圆二色光谱(CD谱)是吸收光谱的差谱,通过测量蛋白质的CD谱,从而分析蛋白质大分子的二级结构,方法简单、快捷,广泛应用在蛋白质折叠,蛋白质构象研究,酶动力学等领域。研究蛋白质的二级结构中在CD谱紫外区段(180-260nm)有明显的信号,主要生色团是肽链,这一波长范围的CD谱包含了生物大分子主链构象的信息。如图1所示,α-螺旋构象的CD谱在222nm、208nm处呈负峰,在192nm附近有一正峰。β-折叠构象的CD谱在217-218nm处有一负峰,在185-200nm处有一强的正峰。β-转角在220-230 nm有一负带,在205 nm有一正带。P2结构的CD谱在205 nm附近有一负峰,在220 nm附近有一正峰。无规则卷曲构象的CD谱在200 nm附近有一负峰,在218nm附近有一小而宽的正峰。
图1. 蛋白不同空间构象的CD谱曲线
蛋白质在一定的物理和化学条件(加热、加压、脱水、振荡、紫外线照射、超声波、强酸、强碱、尿素、重金属盐、十二烷基硫酸钠)下,其空间构象容易发生改变而失活,因此研究蛋白的构象和构型变化对其应用有重要的价值。蛋白质的变性作用主要是由于蛋白质分子内部的结构被破坏。天然蛋白质的空间结构是通过氢键等次级键维持的,而变性后次级键被破坏,蛋白质分子就从原来有序的卷曲的紧密结构变为无序的松散的伸展状结构(但一级结构并未改变)。热变性是蛋白质变性中最常见的一类现象,圆二色光谱仪配套温控装置可以研究蛋白热变性过程,并通过软件拟合直接获取蛋白质的热变性中温度Tm值和记录整个热变性过程,对研究蛋白组分的热稳定性及在外界环境改变时的变性过程具有重要的科学价值。

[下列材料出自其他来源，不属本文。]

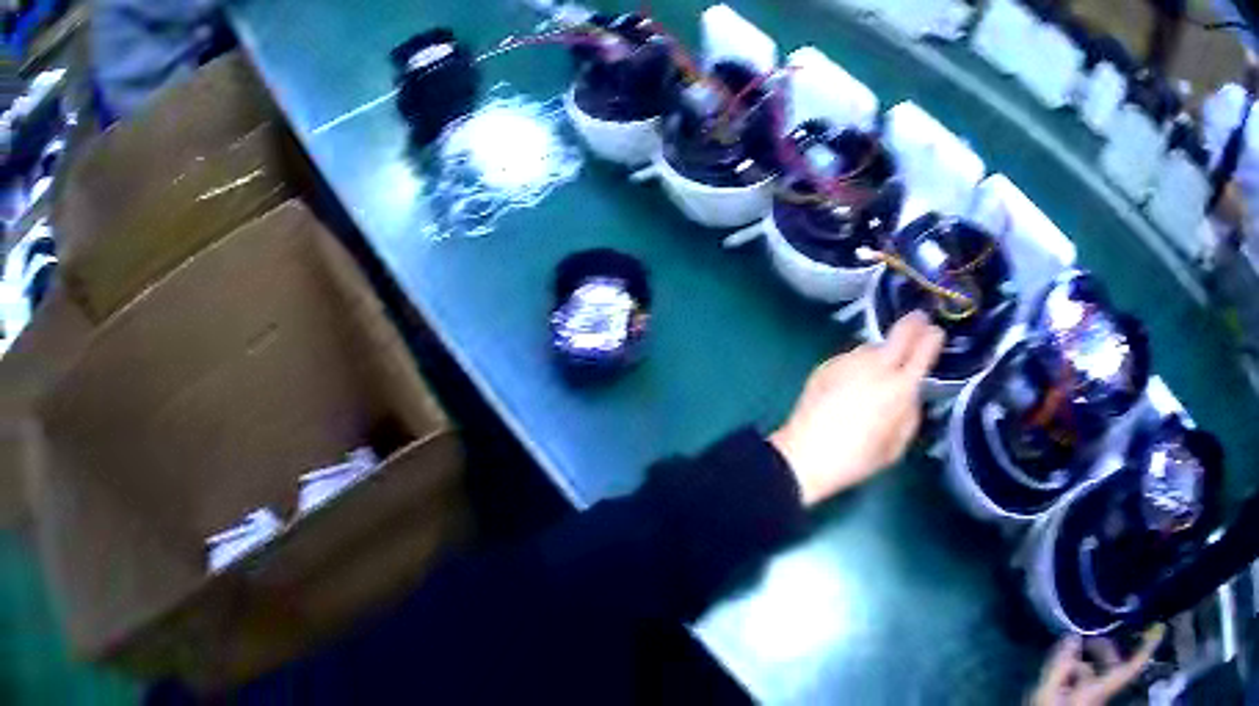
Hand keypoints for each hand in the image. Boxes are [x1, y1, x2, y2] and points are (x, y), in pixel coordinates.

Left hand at [770, 312, 943, 505]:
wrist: (803, 456)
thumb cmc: (854, 460)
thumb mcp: (895, 448)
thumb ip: (910, 416)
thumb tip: (912, 395)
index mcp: (899, 388)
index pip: (924, 350)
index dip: (933, 337)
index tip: (937, 333)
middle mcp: (877, 366)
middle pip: (902, 331)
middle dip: (914, 323)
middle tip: (920, 321)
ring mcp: (850, 361)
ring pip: (875, 346)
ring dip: (883, 352)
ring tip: (880, 370)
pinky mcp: (828, 363)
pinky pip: (852, 358)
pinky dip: (859, 365)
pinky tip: (853, 384)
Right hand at [1030, 626, 1164, 705]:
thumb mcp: (1046, 697)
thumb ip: (1059, 667)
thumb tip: (1072, 635)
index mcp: (1101, 689)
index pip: (1134, 664)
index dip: (1150, 643)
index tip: (1161, 620)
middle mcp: (1101, 691)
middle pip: (1115, 664)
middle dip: (1105, 645)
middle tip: (1092, 628)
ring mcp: (1090, 698)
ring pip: (1098, 672)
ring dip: (1089, 657)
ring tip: (1073, 646)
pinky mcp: (1079, 701)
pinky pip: (1085, 680)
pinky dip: (1078, 669)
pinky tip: (1063, 664)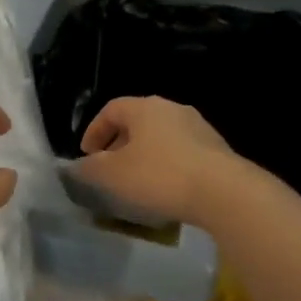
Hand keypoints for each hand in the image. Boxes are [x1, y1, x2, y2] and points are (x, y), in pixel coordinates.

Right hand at [73, 96, 240, 227]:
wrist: (223, 192)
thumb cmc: (160, 176)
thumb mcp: (113, 175)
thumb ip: (89, 169)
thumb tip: (77, 167)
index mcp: (144, 108)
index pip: (111, 110)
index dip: (94, 131)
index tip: (87, 156)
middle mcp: (172, 109)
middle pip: (137, 122)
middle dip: (119, 145)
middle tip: (110, 170)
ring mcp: (198, 127)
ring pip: (160, 137)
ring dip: (144, 156)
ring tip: (137, 182)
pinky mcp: (216, 149)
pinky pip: (181, 153)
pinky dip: (167, 165)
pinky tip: (165, 190)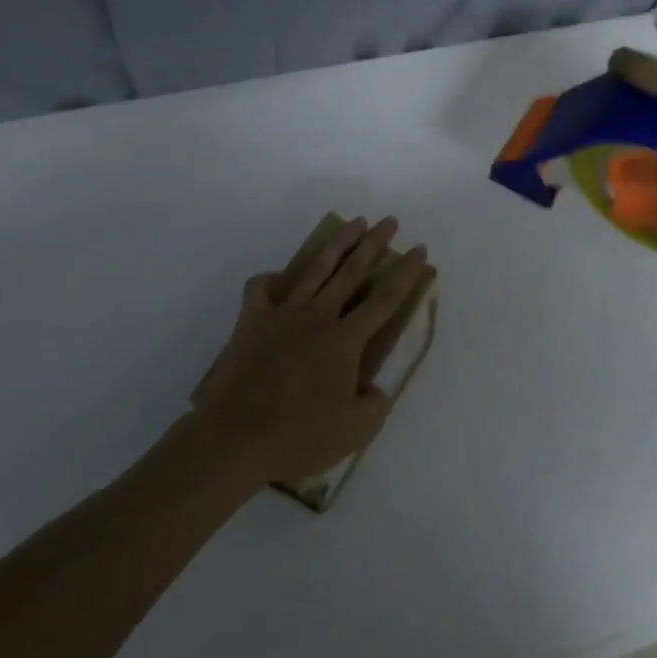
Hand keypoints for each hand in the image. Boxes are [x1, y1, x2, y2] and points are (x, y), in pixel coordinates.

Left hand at [191, 216, 430, 486]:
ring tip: (352, 224)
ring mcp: (283, 314)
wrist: (236, 436)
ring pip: (315, 268)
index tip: (420, 249)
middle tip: (389, 221)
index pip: (386, 298)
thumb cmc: (300, 435)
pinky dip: (270, 279)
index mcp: (346, 339)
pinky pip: (260, 289)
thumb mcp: (356, 431)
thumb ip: (375, 405)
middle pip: (352, 271)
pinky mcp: (251, 321)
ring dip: (337, 243)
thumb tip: (375, 389)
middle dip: (375, 243)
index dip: (406, 273)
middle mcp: (319, 316)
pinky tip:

蛋白的热变性测试过程通常是在温度程序变化条件下观测蛋白质的CD谱,在进行变温实验之前,宜先测试待测蛋白的静态CD谱。蛋白溶液的测试有时需要在缓冲溶液中进行,但是不是所有的缓冲溶液都适合做CD谱的低波长测试,有些缓冲溶液的成份在短波区具有很强的吸光性,会对蛋白信号造成很大的干扰。一般常用的缓冲溶液如下,(1)磷酸钾缓冲溶液,可加入KF, K2SO4 或 (NH4)2SO4 这几类盐,(2) 2 mM 左右Hepes溶液,(3) 10 mM左右的醋酸铵。尽量避免使用Tris, NaCl及具有光学活性的成份,比如谷氨酸酯等。下面总结了一些常用的化学试剂的在短波区的吸收情况。
表2. 各种溶剂的CD谱测试适用范围
下面以实验室最常用的牛血清蛋白(BSA)为例,介绍蛋白样品的热变性测试过程及分析。
(一) 蛋白热变性实验的浓度优化
为了选择合适蛋白浓度进行热变性实验,我们配置了从0.01mg/ml至1mg/ml的5 种浓度的蛋白,分别测试他们的吸光度值和CD值。
图2. BSA蛋白的不同浓度的吸光度和圆二色光谱曲线
如图2所示,当蛋白浓度在0.1 mg/ml至0.5 mg/ml时,吸光度值在0.4至2左右,此区间是测试CD谱的最佳范围,对应的CD谱曲线除强度不同,形状完全一致。当蛋白浓度低于0.01mg/ml,宜采用大光程的比色皿进行测试如1mm,或者2mm光程的比色皿。当蛋白浓度在1mg/ml的量级上,其吸光度在3.5左右,吸光度值过于饱和,在CD谱上可见180 nm附近的曲线方向与其他三个稍有不同,尽管如此,我们的仪器仍然可以测出蛋白的CD谱。我们将有CD信号的四个浓度的蛋白进行热变性实验。同时监控它们的吸光度和CD谱曲线的变化。
图3. BSA蛋白四种浓度热变性的吸光度曲线
图4. BSA蛋白四种浓度热变性的CD谱
通过图3的吸光度曲线分析,我们可以看出BSA蛋白的吸光度在0.1mg/ml和0.25mg/ml时随着温度的升高变化较小,在0.5 mg/ml时变化较大,而1 mg/ml时变化明显。图4的CD谱曲线表明当蛋白浓度小于1 mg/ml时,蛋白的热变性趋势接近一致,而1mg/ml的蛋白由于吸光度较大,CD谱曲线在高吸光度区域出现大幅度抖动,不适于进行研究蛋白二级结构的热变性实验。
(二) 蛋白热变性构象的软件分析
图5. Global3软件分析BSA蛋白四种浓度热变性的结果
当测完一组蛋白的热变性实验后,我们的仪器上还提供热变性分析软件,如图5的每一个图都有6个小窗口,从左上方到右下方依次为1)每个波长的变温曲线,2)计算出的独立的、有意义的光谱(比如起始图谱、变性后的图谱),3)计算出的温度-波长CD三维图,4)计算出的浓度分布作为温度的函数,5)噪音三维图,6)计算出的热力学参数(最重要的Tm值)。研究人员可根据实验需要,系统地分析蛋白的热变性过程。前三种浓度BSA的热变性实验结果表明此蛋白的Tm值在65.5℃;所以只要吸光度在合适的区间(0.2 < A < 3),Tm值不受浓度的影响。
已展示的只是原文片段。